Work order »
With the pictures set aside, reproduce each entry precisely as it reads.

Supplied data »
________________________

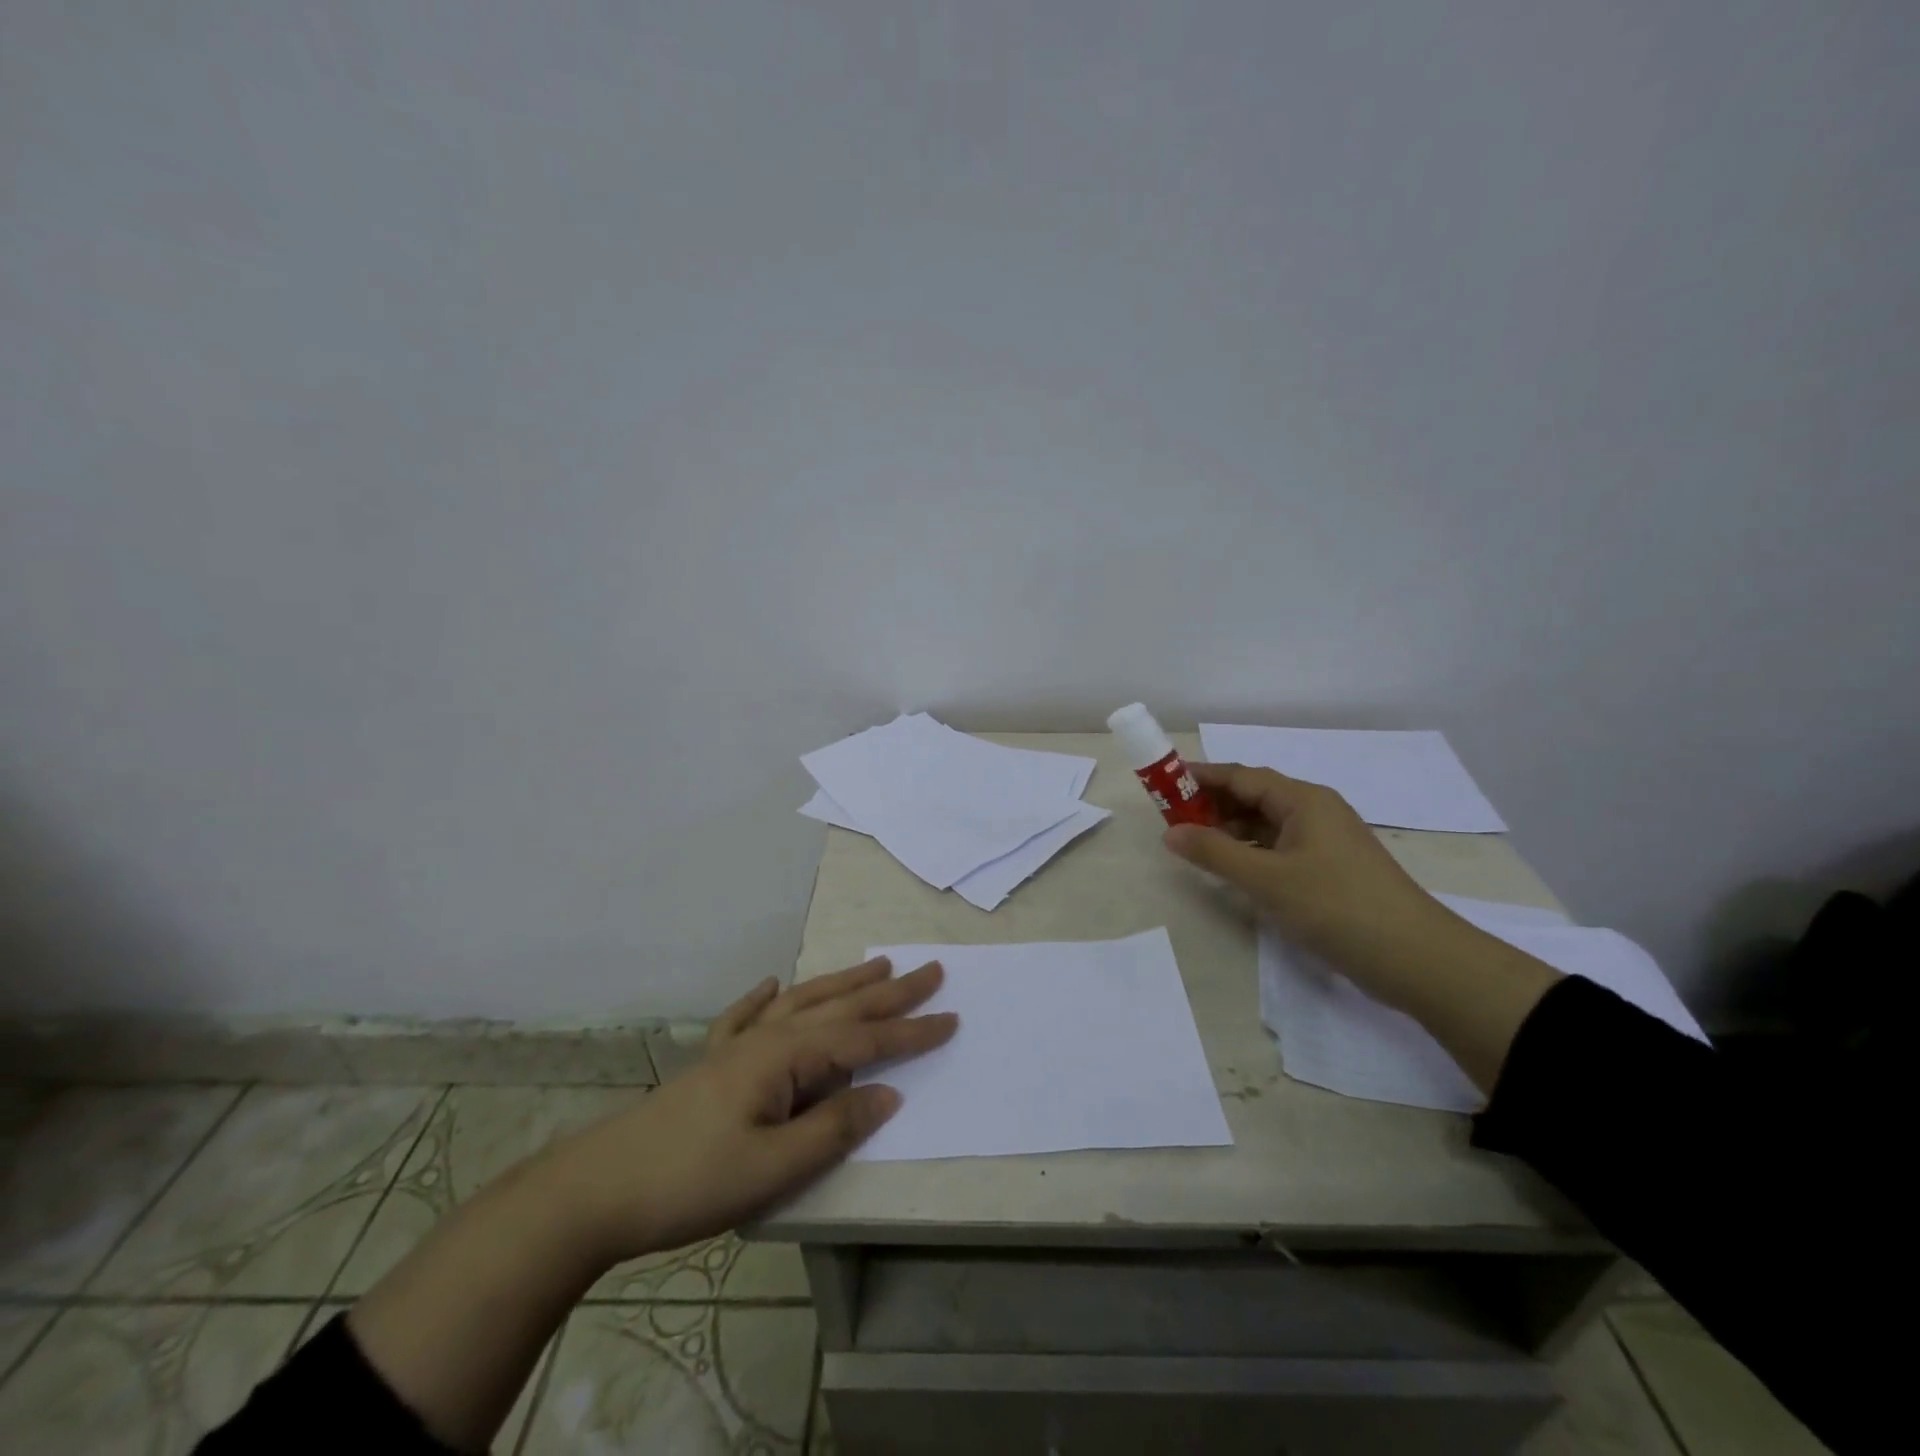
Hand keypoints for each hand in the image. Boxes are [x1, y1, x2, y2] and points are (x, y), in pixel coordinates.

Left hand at [554, 958, 954, 1261]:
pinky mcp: (713, 1064)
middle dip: (890, 992)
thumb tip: (888, 1092)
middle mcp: (767, 1037)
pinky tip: (770, 984)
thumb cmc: (692, 1180)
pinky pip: (746, 1017)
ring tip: (877, 964)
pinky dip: (764, 997)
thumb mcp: (774, 1166)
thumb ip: (835, 1127)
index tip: (951, 1018)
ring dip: (843, 983)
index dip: (910, 1032)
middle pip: (841, 1007)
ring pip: (803, 1001)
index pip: (864, 1039)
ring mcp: (737, 1046)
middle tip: (930, 969)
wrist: (599, 1190)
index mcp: (787, 1056)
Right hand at [1163, 762, 1465, 993]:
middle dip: (1212, 804)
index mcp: (1303, 800)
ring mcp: (1326, 841)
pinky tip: (1232, 869)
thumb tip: (1170, 832)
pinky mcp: (1331, 869)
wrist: (1416, 958)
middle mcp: (1315, 811)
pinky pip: (1280, 847)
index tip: (1163, 783)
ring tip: (1194, 845)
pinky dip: (1251, 852)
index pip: (1241, 776)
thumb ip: (1214, 853)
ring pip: (1267, 824)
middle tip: (1171, 819)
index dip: (1200, 777)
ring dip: (1230, 830)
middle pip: (1254, 796)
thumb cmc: (1337, 906)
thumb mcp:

________________________

Exercise response »
Hand keypoints for each hand in the image. Boxes are [x1, y1, x2, y2] and points are (x, y), in pixel coordinates.

Left hand at [554, 958, 954, 1261]:
pinky mcp: (713, 1064)
middle dip: (890, 992)
thumb tip: (888, 1092)
middle mcp: (767, 1037)
pinky tip: (770, 984)
thumb cmc: (692, 1180)
pinky pip: (746, 1017)
ring tip: (877, 964)
pinky dip: (764, 997)
thumb mcp: (774, 1166)
thumb ip: (835, 1127)
index tip: (951, 1018)
ring dip: (843, 983)
index dip: (910, 1032)
middle pip: (841, 1007)
ring pip: (803, 1001)
index pip: (864, 1039)
ring mcp: (737, 1046)
middle tip: (930, 969)
wrist: (599, 1190)
index mcp: (787, 1056)
Right hand at [1163, 762, 1465, 993]:
middle dip: (1212, 804)
index mcp: (1303, 800)
ring mcp: (1326, 841)
pinky tip: (1232, 869)
thumb tip: (1170, 832)
pinky mcp: (1331, 869)
wrist: (1416, 958)
middle mcp: (1315, 811)
pinky pip: (1280, 847)
index tip: (1163, 783)
ring tip: (1194, 845)
pinky dip: (1251, 852)
index pip: (1241, 776)
thumb ip: (1214, 853)
ring pip: (1267, 824)
middle tip: (1171, 819)
index dip: (1200, 777)
ring dip: (1230, 830)
middle pip: (1254, 796)
thumb cmc: (1337, 906)
thumb mcp:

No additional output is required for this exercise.